The Boston Pops Orchestra, founded in 1885, gained national recognition during the substantial tenure of Arthur Fiedler, who was its music director from 1930 through 1979. John Williams left his own legacy conducting the so-called America’s Orchestra from 1980 to 1993. That left big shoes to fill when the Boston baton was passed to Keith Lockhart, in 1995.
Lockhart, 54, has conducted some 1,500 Boston Pops concerts, appeared in more than 70 TV shows with the orchestra, including the annual “Boston Pops Fireworks Spectacular” on CBS. He and the Pops have released eight albums with RCA Victor and four self-produced albums including the new “A Boston Pops Christmas — Live From Symphony Hall.”
The Boston Pops Esplanade Orchestra and Lockhart come to the Valley and Orange County this week, where they will be performing a wide-ranging program, including works by Williams (the Boston Pops laureate conductor), Leonard Bernstein, Aaron Copland and Duke Ellington, as well as new arrangements of songs by Queen and ABBA.
Lockhart discussed Fiedler’s legacy, the Very Best of the Boston Pops Tour and the orchestra’s holiday CD over the phone from his home in Boston.
How many concerts do you conduct in Boston every year?
The Pops collectively does about 100 concerts a year in Boston and another 20 concerts in other venues in New England, especially out in Tanglewood, our summer home.
You’re also the chief conductor of the BBC Concert Orchestra in London. How do you juggle both batons?
I am over there probably only eight weeks out of the year, so it’s a little less intense schedule than the Pops. It’s a lovely relationship that allows me stay here most of the time. I have two small kids at home.
It’s remarkable to think that Arthur Fiedler was the conductor of the Boston Pops for almost 50 years.
While Fiedler was here he managed to put the orchestra front and center through a lot of different venues. It was one of the first orchestras to record in this country and to record extensively. So extensively, that probably by World War II every house that had a gramophone had a Boston Pops record. It was the first orchestra to go on TV regularly with “Evening at the Pops,” which started in 1970 and didn’t stop until 2004. All of those things gave the orchestra a national branding, which we have tried to maintain.

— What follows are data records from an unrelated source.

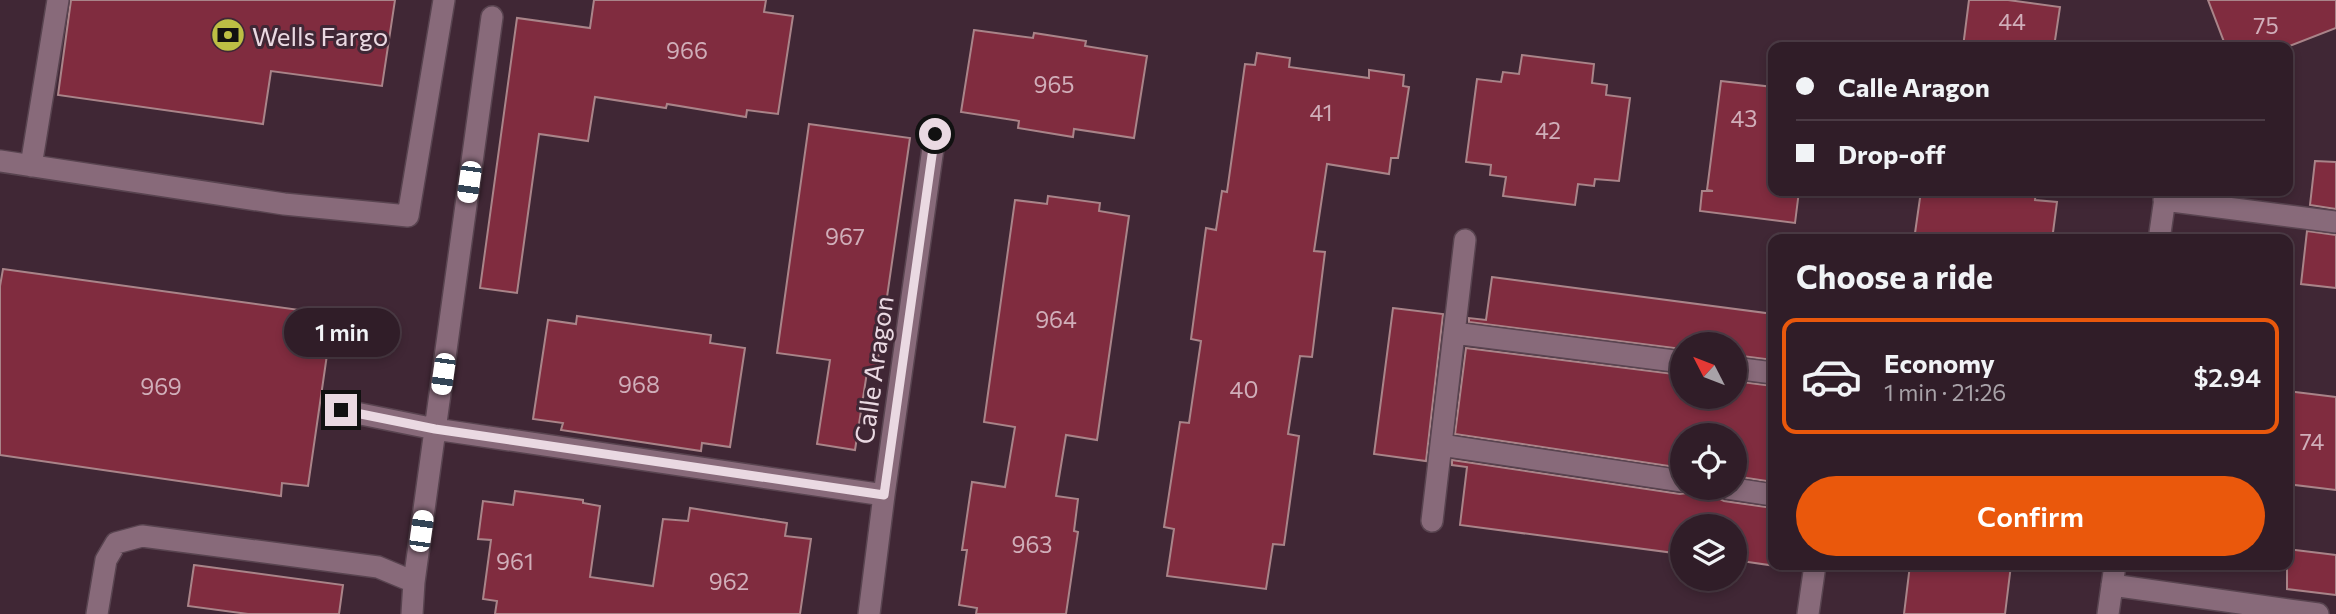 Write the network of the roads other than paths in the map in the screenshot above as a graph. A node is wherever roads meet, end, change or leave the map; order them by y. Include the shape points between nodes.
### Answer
1 (58, 0) edge
2 (444, 0) edge
3 (492, 17) dead end
4 (935, 134) dead end
5 (0, 161) edge
6 (31, 166) junction
7 (2165, 196) edge
8 (2171, 196) edge
9 (2336, 222) edge
10 (2160, 234) edge
11 (1465, 240) dead end
12 (1454, 333) junction
13 (1670, 360) edge
14 (1747, 370) edge
15 (1768, 372) edge
16 (341, 410) dead end
17 (435, 429) junction
18 (1441, 445) junction
19 (1670, 479) edge
20 (1747, 491) edge
21 (1768, 494) edge
22 (884, 495) junction
23 (1432, 521) dead end
24 (1814, 570) edge
25 (2113, 575) edge
26 (414, 582) junction
27 (97, 614) edge
28 (412, 614) edge
29 (869, 614) edge
30 (1808, 614) edge
31 (2108, 614) edge
32 (2318, 614) edge

1 - 6 street
2 - 6 street via 408,216 284,204
3 - 17 street
4 - 22 street, Calle Aragon
5 - 6 street
7 - 10 street
8 - 9 street
11 - 12 street
12 - 13 street
12 - 18 street
14 - 15 street
16 - 17 street
17 - 22 street
17 - 26 street
18 - 19 street
18 - 23 street
20 - 21 street
22 - 29 street, Calle Aragon
24 - 30 street
25 - 31 street
25 - 32 street
26 - 27 street via 378,567 142,536 116,542 106,560
26 - 28 street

The tour is called the Very Best of the Boston Pops. So what are some of the highlights of the concert?
We consider ourselves America’s Orchestra and thus, the core of our repertory is really great music written for orchestra by American composers.
The first half includes Dvorak’s “Largo” from the “New World Symphony” because he came to the United States at the end of the 19th century during which he wrote the “New World Symphony” and served as a cheerleader for a just developing real unique American-style school of composition.
Besides Dvorak, the music includes Copland’s “Rodeo” and Gershwin’s “Rhapsody in Blue.” The second part we go a little bit broader into the world of Broadway, world music and some contemporary stuff, as well as paying tribute to John Williams.
I read the Pops has an amazing library of arrangements.
It’s literally something like 3,000 unique arrangements. During the Fiedler era, the orchestra tended to go to one or two selected orchestrators, especially Leroy Anderson, who did so much for the Pops. He wrote “Sleigh Ride” and “The Typewriter.”
These days we actually put our work out to several arrangers and match arrangers to the project.
Speaking of “Sleigh Ride,” I’m sure that’s included on your new holiday CD, “A Boston Pops Christmas — Live From Symphony Hall.”
Of course, and a new arrangement of “The 12 Days of Christmas” we first did about five years ago, which has become the modern “Sleigh Ride.” It’s a total showstopper. It’s almost impossible to describe. It has everything but the kitchen sink thrown in. It’s witty and fun without being pretentious.
This is the third holiday album that I have done with the Pops in my time here. What we did for the first time is record a live Christmas album with the idea being to try to capture the ambience of being at a Boston Pops Christmas concert. For our audiences back here on the East Coast, one of the things they know us for most is that we do 45 to 50 Christmas shows every year in Boston and surrounding New England areas. They have become a tradition here.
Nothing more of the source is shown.